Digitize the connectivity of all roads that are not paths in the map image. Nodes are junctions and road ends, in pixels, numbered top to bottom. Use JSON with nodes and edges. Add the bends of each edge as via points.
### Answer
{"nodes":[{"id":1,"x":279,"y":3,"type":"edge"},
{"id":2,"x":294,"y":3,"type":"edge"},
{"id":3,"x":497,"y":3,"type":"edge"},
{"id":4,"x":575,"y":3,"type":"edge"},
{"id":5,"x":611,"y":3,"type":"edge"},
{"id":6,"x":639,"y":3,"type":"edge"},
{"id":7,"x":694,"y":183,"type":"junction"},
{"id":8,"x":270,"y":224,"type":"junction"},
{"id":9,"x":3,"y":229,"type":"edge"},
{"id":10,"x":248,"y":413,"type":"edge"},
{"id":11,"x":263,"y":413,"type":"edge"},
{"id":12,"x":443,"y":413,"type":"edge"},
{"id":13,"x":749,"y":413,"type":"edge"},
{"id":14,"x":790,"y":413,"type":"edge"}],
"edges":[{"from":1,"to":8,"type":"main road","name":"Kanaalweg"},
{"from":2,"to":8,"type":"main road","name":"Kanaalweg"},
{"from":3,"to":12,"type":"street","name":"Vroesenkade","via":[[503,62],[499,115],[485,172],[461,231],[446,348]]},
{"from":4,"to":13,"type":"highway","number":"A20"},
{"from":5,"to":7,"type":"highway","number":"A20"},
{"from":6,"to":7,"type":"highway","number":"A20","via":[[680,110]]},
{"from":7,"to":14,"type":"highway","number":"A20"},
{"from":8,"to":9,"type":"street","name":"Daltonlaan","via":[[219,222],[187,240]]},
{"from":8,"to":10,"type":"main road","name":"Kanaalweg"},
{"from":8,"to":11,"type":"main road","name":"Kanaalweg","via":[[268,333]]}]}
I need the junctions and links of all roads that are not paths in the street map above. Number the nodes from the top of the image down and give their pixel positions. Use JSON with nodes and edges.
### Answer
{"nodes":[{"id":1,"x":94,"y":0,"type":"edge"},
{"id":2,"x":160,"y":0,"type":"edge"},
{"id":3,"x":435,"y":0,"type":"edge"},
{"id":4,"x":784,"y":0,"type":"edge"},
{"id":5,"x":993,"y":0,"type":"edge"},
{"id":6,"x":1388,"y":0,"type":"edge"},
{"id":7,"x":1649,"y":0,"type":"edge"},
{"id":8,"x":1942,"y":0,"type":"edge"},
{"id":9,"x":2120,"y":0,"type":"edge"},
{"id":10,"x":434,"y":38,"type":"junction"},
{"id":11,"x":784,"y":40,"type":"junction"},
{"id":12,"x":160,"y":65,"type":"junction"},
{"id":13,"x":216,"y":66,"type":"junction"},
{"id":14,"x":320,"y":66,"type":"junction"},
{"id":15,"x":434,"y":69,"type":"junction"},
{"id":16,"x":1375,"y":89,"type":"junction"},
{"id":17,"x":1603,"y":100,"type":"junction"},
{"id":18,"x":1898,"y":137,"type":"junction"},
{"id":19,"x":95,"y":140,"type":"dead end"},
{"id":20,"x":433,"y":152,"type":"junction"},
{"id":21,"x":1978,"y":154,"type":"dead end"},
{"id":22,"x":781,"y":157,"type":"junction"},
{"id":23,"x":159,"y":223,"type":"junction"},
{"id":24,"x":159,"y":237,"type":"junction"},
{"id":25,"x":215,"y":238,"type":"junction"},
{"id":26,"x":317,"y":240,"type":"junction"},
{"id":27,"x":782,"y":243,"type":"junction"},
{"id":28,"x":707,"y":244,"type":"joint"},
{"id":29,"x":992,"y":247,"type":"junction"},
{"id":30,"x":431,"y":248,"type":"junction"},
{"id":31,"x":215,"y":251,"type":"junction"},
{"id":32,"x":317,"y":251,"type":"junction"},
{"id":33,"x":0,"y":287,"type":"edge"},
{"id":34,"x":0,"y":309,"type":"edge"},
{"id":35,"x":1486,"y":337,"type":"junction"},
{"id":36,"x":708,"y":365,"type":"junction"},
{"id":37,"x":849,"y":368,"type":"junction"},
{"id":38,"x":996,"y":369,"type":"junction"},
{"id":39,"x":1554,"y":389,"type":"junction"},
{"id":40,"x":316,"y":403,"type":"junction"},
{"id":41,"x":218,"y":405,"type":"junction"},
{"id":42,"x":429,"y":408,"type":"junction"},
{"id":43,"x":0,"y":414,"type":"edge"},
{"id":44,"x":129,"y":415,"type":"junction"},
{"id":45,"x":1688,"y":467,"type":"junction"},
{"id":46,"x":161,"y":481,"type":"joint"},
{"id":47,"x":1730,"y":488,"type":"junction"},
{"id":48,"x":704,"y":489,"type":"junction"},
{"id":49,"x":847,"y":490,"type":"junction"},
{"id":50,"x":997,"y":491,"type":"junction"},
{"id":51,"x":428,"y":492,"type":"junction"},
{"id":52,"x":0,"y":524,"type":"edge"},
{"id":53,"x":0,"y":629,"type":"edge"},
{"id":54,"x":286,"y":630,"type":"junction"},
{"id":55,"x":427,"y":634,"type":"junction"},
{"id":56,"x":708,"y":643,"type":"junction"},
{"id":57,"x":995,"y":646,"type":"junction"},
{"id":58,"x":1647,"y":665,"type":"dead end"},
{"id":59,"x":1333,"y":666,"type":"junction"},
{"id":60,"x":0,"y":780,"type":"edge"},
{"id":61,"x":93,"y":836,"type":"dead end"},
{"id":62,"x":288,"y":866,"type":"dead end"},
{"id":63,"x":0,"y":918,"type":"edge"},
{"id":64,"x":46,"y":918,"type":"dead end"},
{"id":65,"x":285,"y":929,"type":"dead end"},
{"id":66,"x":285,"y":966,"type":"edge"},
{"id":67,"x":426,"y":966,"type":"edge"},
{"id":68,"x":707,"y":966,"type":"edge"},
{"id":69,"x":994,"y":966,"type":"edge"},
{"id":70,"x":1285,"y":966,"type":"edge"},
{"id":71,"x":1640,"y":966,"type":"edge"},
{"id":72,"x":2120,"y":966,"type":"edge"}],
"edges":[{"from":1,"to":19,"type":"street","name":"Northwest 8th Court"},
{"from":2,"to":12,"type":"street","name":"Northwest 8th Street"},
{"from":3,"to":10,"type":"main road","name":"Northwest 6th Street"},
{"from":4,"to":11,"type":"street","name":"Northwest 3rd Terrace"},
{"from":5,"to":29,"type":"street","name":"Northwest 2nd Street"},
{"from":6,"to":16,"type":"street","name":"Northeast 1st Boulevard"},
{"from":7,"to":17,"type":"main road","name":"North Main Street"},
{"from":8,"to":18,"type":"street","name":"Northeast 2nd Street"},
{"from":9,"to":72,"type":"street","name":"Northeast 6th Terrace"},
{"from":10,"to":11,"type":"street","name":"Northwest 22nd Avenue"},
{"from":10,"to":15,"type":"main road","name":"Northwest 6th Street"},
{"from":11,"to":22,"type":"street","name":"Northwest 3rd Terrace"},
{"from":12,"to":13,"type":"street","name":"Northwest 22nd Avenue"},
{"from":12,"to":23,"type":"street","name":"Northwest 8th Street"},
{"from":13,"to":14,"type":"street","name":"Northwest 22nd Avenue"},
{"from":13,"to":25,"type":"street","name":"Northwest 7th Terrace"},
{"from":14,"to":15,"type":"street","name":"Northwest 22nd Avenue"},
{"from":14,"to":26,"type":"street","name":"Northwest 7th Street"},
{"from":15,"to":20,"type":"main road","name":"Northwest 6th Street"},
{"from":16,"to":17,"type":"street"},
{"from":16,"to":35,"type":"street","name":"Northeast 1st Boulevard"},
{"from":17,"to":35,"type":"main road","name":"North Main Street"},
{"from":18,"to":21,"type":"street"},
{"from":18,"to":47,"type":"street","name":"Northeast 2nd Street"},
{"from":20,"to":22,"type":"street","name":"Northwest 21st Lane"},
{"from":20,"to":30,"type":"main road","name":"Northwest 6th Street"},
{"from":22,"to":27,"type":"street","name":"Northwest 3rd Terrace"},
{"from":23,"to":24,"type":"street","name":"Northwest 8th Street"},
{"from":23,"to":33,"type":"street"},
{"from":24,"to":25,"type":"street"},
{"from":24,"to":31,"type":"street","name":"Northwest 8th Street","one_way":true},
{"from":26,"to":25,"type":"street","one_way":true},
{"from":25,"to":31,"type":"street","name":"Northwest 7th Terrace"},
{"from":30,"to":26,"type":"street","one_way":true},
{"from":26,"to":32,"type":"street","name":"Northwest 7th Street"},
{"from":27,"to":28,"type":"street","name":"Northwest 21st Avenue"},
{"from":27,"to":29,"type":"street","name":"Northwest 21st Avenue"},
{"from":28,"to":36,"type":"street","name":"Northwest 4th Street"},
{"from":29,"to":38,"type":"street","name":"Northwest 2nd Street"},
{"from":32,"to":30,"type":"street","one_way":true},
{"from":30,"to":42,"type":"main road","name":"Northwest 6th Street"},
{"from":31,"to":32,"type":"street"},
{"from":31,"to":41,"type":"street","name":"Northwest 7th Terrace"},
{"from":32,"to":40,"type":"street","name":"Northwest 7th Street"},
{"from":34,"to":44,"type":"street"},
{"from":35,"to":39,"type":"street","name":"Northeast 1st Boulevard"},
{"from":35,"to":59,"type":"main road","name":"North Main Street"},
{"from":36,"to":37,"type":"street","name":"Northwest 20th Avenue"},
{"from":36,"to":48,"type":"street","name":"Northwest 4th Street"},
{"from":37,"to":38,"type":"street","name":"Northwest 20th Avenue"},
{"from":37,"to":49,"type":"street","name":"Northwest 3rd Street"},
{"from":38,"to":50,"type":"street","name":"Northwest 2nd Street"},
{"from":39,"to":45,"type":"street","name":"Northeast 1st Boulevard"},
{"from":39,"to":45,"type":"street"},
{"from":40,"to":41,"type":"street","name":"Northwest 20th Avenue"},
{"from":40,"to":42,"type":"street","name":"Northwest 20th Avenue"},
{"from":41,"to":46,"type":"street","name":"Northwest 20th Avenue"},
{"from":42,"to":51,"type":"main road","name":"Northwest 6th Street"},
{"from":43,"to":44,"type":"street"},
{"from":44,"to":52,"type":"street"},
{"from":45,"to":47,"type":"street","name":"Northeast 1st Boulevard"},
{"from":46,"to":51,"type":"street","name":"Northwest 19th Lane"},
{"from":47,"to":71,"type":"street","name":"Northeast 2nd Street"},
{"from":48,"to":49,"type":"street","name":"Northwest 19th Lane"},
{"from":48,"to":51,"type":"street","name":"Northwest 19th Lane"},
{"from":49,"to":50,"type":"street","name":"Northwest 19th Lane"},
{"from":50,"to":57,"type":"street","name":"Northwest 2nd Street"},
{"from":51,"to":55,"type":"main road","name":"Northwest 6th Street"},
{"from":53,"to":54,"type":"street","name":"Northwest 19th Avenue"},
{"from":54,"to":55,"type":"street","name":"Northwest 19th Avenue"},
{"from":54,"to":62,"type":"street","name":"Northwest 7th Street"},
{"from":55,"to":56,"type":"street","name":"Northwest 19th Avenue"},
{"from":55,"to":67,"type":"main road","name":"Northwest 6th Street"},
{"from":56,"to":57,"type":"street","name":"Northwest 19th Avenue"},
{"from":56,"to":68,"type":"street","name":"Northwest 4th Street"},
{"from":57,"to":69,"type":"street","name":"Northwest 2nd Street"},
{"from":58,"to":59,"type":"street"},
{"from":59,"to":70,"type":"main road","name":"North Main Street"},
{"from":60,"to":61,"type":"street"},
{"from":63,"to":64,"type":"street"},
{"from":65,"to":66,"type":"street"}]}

#### WHAT NEEDS TO BE DONE
Where does "Kanaalweg" appear in the listing? Show every line that has it.

#### RESULT OF THE EXERCISE
"edges":[{"from":1,"to":8,"type":"main road","name":"Kanaalweg"},
{"from":2,"to":8,"type":"main road","name":"Kanaalweg"},
{"from":8,"to":10,"type":"main road","name":"Kanaalweg"},
{"from":8,"to":11,"type":"main road","name":"Kanaalweg","via":[[268,333]]}]}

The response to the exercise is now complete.